Your tacos in Condesa will cost double than anywhere else… but you’ll look shit-hot eating them with Mexico City’s finest.
A wage of around 20,000 peso a month will see you living the fresca life comfortably and is easily achievable teaching English. Venture only slightly outside of the bubble and you’ll find yourself feeling like a millionaire.
Locals will whine about La Ciudad’s temperamental weather, but compared to the UK, Mexico City looks like the Caribbean. Sunny days occasionally wind down to late afternoon thunderstorms and the variation between summer and winter is somewhat mild.
That said, June through September brings rainy season with storms that may last an hour or two and flooding that may make your commute last much longer.
Con: The sun’s disappearing act
While the days are sunny, you may not actually see the sun.
Mexico City’s contamination problem is undoubtedly its Achilles heel. The Air Quality Index frequently hits double the acceptable levels due to the 3.6 million automobiles which traverse its roads and highways, contributing to both air pollution and traffic congestion.

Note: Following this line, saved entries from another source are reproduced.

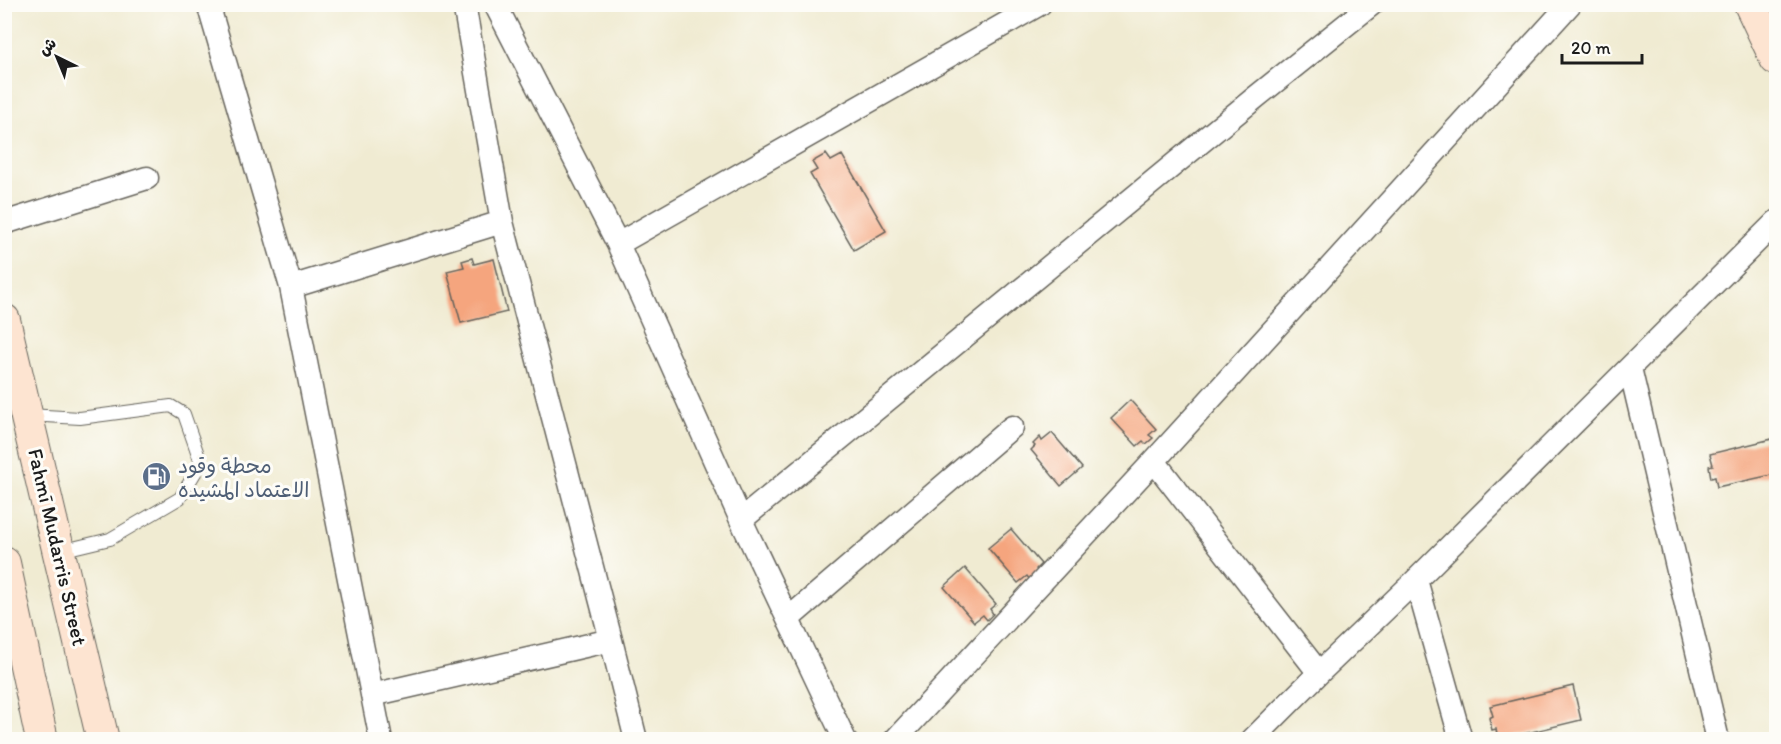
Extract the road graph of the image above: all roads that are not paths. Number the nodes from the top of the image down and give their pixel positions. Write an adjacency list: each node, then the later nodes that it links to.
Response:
1 (208, 4): 14 (street)
2 (464, 4): 10 (street)
3 (495, 4): 13 (street)
4 (1040, 4): 13 (street)
5 (1372, 4): 20 (street)
6 (1570, 4): 19 (street)
7 (1750, 4): 8 (street)
8 (1776, 59)
9 (147, 178): 12 (street)
10 (502, 222): 14 (street); 25 (street)
11 (1776, 222): 16 (street)
12 (4, 223)
13 (618, 244): 20 (street)
14 (291, 287): 28 (street)
15 (4, 320): 17 (street, Fahmī Mudarris Street)
16 (1630, 368): 23 (street); 37 (street)
17 (27, 416): 21 (street, Fahmī Mudarris Street); 21 (lane)
18 (1012, 428): 24 (street)
19 (1154, 461): 27 (street); 34 (street)
20 (741, 520): 24 (street)
21 (58, 551): 30 (street, Fahmī Mudarris Street)
22 (4, 563): 26 (street)
23 (1416, 580): 27 (street); 36 (street)
24 (789, 620): 33 (street)
25 (611, 640): 28 (street); 32 (street)
26 (14, 652): 29 (street)
27 (1319, 673): 35 (street)
28 (372, 695): 31 (street)
29 (42, 740)
30 (102, 740)
31 (381, 740)
32 (636, 740)
33 (845, 740)
34 (894, 740)
35 (1252, 740)
36 (1461, 740)
37 (1718, 740)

The problem is only exacerbated by the city's high elevation (at 2,400m) and surrounding mountains, which act to contain the effluence produced. In a bid to control the problem, the government frequently implements a 'no hoy circulation' rule preventing a portion of its citizens from driving on certain days, greatly upsetting the fresca population.
Pro: Did I mention tacos?
We all love their Tex-Mex counterparts, but you haven’t truly appreciated a taco until you’ve sampled those found across La Ciudad de Mexico. From those hiding in baskets on street corners to gourmet fish tacos parading in Mexico’s finest restaurants, such as El Parnita in Roma Norte, you’ll never be far from your next taco.
But the fun doesn’t stop there. Away from the westernized interpretation (or defilement) of Mexican food lies the true jewel of Mexican culture; eating.

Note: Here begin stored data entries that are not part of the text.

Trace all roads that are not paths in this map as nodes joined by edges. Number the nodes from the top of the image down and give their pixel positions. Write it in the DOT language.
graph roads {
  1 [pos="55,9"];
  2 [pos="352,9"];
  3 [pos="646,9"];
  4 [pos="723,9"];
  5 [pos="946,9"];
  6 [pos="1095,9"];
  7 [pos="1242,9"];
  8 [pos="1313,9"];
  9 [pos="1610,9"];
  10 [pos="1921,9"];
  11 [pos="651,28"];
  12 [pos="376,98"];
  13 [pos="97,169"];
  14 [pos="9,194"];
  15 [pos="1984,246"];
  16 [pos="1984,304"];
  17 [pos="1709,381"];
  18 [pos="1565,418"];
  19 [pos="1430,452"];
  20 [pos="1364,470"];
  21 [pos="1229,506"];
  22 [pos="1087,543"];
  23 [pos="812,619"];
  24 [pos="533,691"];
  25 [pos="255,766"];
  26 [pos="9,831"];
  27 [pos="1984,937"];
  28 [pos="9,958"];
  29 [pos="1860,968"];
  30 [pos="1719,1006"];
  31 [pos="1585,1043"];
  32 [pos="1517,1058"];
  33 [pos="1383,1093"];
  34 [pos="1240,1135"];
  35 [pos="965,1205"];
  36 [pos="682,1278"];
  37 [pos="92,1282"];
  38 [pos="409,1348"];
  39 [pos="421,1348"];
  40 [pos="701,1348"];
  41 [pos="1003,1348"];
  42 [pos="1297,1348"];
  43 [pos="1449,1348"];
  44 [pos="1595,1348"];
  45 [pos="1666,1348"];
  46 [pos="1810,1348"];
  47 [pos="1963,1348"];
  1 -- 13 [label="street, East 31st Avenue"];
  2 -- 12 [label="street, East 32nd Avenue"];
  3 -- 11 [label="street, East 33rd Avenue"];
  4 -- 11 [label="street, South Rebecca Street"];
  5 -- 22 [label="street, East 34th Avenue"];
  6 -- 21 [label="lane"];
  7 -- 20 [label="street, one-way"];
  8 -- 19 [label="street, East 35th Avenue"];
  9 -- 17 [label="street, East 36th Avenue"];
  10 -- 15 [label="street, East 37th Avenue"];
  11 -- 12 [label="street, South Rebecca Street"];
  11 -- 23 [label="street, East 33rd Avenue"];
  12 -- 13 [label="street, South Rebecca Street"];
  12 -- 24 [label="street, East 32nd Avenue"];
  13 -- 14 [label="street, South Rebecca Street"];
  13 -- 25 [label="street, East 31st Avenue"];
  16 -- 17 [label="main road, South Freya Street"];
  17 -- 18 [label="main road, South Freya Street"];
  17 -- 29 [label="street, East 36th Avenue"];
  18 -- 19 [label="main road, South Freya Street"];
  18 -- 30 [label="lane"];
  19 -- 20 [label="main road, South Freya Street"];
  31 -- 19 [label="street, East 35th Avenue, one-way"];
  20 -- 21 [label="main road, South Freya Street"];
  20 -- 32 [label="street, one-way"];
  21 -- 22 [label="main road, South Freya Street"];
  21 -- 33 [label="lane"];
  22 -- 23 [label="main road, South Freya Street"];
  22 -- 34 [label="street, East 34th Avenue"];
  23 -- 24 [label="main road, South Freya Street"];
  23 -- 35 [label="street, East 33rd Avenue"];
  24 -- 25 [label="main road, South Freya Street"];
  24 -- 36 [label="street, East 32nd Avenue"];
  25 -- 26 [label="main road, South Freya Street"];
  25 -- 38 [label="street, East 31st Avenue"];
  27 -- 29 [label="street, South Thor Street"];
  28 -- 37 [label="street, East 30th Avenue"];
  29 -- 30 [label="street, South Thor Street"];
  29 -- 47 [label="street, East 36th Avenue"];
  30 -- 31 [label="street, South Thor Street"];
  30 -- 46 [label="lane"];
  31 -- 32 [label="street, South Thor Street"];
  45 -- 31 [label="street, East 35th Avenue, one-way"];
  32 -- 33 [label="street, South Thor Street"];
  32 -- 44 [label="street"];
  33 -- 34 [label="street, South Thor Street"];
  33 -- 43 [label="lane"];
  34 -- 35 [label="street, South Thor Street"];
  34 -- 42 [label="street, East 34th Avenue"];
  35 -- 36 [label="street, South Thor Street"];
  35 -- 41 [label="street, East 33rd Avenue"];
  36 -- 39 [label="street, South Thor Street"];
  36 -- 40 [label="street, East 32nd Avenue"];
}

Tortilla chips sautéed in red or green salsa, smothered in cream, cheese, refried beans and crowned with un huevo estrellado (runny fried egg) will cure any mescal hangover. Richly spiced tomato-based soups peppered with crispy tortilla pieces, avocado and pork crackling present themselves as main meals, but will undoubtedly be followed by an onslaught of main courses. And quesadillas oozing with cheese and tinga de pollo (shredded chicken cooked in a sauce of red and green tomatoes, chipotle chili and onion) will always taste better in a 4am tequila haze.
There’s no denying it, Mexican cuisine will enslave your taste buds and you’ll soon find yourself joining the thousands of expats unable to ever leave…
Con: You WILL get fat
Dieting is simply impossible in Mexico City when you are constantly stalked by stands selling tortas (huge buns filled to their extremities with assorted meats) and haunted by the smell of freshly grilled pastor. Don’t bother. Buy yourself a 15 peso freshly squeezed juice, tell yourself, ‘Well, that’s my vegetable intake for the day,’ and go and eat another taco.
Pro: The element of surprise
There is a fully grown pet pig named La Chata being exercised along the street, a man with a furnace attached to a trolley and an obnoxiously loud whistle selling roasted sweet potatoes and you’ve just learnt the city’s water has been switched off for four days.
Con: You never know what’s around the corner.
It may just be a bus… This is not the country to be in caught in without health insurance. Mexico’s public health care system is slow and underfunded making private health care a must.
If you, like many other immigrants to the country are cheating the system and living off an easily obtainable tourist visa and simply skipping over the border every six months, travel insurance is your best and only option.
Ready to join?
Mexico City is a whirlwind that can only be tamed by embracing its extravagance. Searching for reality within the maze will only leave you lost and confused.
Close your eyes and eat whatever they give you. Drink mescal until everything that felt weird feels normal. Take the metro and dance with the mariachis. And don’t be surprised if you find yourself never wanting to leave the circus.